En ese momento un estruendo de vidrios rotos ahogó mis palabras. Nos removimos inquietos y el chico rubio me dirigió una mirada aterrada.



-¿Qué hacemos?
Dudé un instante, y luego miré a los chicos que me rodeaban. Yo era el mayor, y los demás, incluido mi hermano, me observaban anhelantes, como esperando que asumiera el rol de líder. Yo no era líder, nunca en mi vida lo había sido, pero supe que no había otra opción. Rápidamente señalé hacia los salones abandonados, tratando con desesperación de no defraudar la voluntad del grupo.



-Ayúdenme a traer los bancos. Cerraremos la puerta y haremos una barricada. Eso quizás los detenga durante un tiempo.
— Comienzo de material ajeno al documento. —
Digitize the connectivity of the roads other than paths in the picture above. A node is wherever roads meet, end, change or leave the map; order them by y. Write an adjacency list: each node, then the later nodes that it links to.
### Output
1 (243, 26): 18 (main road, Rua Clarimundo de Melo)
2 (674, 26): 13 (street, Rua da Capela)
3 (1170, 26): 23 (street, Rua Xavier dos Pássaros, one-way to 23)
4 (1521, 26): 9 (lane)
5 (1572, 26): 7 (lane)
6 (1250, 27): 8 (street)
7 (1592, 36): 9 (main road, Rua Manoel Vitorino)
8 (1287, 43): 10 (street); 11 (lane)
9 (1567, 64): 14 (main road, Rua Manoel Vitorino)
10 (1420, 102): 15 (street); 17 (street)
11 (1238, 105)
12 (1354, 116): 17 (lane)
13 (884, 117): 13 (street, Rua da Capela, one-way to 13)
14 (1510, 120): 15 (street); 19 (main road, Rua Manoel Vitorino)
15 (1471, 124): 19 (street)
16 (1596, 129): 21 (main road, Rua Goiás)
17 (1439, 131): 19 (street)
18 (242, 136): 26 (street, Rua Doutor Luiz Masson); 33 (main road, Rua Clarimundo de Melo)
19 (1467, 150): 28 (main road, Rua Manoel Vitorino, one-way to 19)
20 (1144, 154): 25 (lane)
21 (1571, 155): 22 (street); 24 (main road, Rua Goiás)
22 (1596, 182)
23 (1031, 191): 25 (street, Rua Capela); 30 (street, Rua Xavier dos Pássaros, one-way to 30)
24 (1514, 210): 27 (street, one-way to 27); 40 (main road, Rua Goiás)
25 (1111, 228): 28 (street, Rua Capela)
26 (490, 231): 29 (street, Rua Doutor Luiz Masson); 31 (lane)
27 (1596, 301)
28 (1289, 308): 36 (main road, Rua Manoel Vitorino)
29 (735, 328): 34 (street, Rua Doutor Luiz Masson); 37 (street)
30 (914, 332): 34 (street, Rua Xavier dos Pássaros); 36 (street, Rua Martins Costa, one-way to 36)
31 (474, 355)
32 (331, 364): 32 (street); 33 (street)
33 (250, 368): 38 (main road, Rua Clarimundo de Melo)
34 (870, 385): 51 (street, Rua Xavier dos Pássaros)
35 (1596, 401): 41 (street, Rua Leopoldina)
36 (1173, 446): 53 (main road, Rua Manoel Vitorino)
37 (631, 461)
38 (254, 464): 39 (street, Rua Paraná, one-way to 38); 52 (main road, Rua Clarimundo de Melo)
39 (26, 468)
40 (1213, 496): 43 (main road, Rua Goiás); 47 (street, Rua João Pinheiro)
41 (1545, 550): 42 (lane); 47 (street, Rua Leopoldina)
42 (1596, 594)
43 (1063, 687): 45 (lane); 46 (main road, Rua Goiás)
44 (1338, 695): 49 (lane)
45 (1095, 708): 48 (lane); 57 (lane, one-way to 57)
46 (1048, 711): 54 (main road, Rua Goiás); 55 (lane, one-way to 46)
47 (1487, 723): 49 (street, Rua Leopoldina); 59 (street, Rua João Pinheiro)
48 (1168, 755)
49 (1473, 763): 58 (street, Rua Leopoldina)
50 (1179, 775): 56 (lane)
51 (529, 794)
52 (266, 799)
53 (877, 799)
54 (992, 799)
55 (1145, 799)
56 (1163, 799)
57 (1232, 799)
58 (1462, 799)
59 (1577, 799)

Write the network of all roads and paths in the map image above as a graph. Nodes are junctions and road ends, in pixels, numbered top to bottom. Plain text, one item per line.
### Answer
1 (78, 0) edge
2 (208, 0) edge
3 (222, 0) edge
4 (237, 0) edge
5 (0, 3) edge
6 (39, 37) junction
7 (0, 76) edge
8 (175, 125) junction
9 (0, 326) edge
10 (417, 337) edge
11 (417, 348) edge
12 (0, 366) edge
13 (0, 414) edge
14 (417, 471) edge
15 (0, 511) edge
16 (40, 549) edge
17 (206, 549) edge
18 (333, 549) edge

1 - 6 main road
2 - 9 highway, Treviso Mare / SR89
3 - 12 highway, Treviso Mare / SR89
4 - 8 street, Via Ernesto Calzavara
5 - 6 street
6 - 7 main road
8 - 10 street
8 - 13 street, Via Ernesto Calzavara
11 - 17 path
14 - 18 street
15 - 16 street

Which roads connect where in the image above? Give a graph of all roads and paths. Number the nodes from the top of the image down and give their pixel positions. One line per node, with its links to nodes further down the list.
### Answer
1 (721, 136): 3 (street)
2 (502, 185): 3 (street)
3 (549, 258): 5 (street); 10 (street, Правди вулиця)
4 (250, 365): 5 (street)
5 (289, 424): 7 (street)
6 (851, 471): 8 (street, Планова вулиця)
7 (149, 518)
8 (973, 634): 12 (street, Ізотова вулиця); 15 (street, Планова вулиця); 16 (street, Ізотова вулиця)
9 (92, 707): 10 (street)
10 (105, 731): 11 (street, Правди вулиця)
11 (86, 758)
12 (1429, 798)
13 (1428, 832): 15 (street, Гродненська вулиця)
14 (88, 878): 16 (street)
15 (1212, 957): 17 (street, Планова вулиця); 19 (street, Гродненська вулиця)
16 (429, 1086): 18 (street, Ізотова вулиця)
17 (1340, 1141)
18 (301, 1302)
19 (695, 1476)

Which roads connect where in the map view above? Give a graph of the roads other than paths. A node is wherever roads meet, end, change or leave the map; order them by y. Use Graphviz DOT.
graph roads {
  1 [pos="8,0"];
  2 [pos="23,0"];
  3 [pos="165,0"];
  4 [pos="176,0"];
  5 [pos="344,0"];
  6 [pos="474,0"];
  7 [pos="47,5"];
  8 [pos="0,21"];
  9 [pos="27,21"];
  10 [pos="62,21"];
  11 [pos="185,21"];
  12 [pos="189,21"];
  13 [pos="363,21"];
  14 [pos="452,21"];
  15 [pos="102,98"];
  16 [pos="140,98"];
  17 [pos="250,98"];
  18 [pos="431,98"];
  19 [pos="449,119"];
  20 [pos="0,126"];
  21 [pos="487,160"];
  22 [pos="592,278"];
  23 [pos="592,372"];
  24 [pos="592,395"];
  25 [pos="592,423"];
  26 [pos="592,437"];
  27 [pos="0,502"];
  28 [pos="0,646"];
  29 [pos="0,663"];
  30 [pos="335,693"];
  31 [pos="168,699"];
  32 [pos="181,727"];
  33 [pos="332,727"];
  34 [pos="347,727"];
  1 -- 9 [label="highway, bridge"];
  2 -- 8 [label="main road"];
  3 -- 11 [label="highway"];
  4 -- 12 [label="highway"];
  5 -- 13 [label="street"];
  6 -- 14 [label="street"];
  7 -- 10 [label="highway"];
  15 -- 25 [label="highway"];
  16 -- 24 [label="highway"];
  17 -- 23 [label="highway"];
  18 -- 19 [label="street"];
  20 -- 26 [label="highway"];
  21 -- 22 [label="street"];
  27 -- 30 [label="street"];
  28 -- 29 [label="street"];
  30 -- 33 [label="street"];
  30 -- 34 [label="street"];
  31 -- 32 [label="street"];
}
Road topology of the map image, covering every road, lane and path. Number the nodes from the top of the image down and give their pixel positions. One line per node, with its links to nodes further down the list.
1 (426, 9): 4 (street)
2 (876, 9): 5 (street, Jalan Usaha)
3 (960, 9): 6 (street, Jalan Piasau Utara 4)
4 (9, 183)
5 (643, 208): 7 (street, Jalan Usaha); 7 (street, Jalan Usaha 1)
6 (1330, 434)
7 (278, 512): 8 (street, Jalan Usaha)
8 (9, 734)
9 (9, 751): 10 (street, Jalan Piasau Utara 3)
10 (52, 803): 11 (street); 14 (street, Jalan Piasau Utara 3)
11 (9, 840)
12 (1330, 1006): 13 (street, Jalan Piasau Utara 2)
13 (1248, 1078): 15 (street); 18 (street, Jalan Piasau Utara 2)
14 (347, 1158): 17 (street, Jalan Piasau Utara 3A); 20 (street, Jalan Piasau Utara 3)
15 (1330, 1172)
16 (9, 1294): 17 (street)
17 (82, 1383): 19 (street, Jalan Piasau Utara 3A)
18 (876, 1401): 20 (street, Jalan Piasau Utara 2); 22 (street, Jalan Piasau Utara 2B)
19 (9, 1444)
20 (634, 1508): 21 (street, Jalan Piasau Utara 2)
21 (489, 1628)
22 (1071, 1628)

Nadie me cuestionó la orden. De inmediato nos pusimos manos a la obra. Mientras, escuchábamos los gemidos y los gritos de los alumnos que habían quedado en planta baja, y eso nos alentaba a trabajar más rápido. Por las escaleras aparecieron dos chicos más, de la edad de mi hermano, que apenas podían hablar y lloraban clamando por sus padres. Uno de ellos aún conservaba su mochila, estampada en dibujos de Disney. En total éramos siete alumnos, aunque sólo cuatro de nosotros podíamos trabajar, porque los demás eran muy pequeños y estaban demasiado asustados. Estábamos colocando el primer banco tras la puerta enrejada cuando el primer muerto apareció, arrastrándose por las escaleras. Era un torso sin piernas, con la cabeza destrozada, pero no obstante pude distinguir en sus lastimosos restos al chico de la bicicleta que había sido arrollado por un camión. Lo que quedaba de ese pobre muchacho era un manojo de huesos con carne colgante; aun así, se las arreglaba para avanzar, trepando escalón por escalón. Había perdido la mitad de su cara, y un único ojo, sangriento y sin párpados, nos miraba con una fijeza y lucidez aterradoras.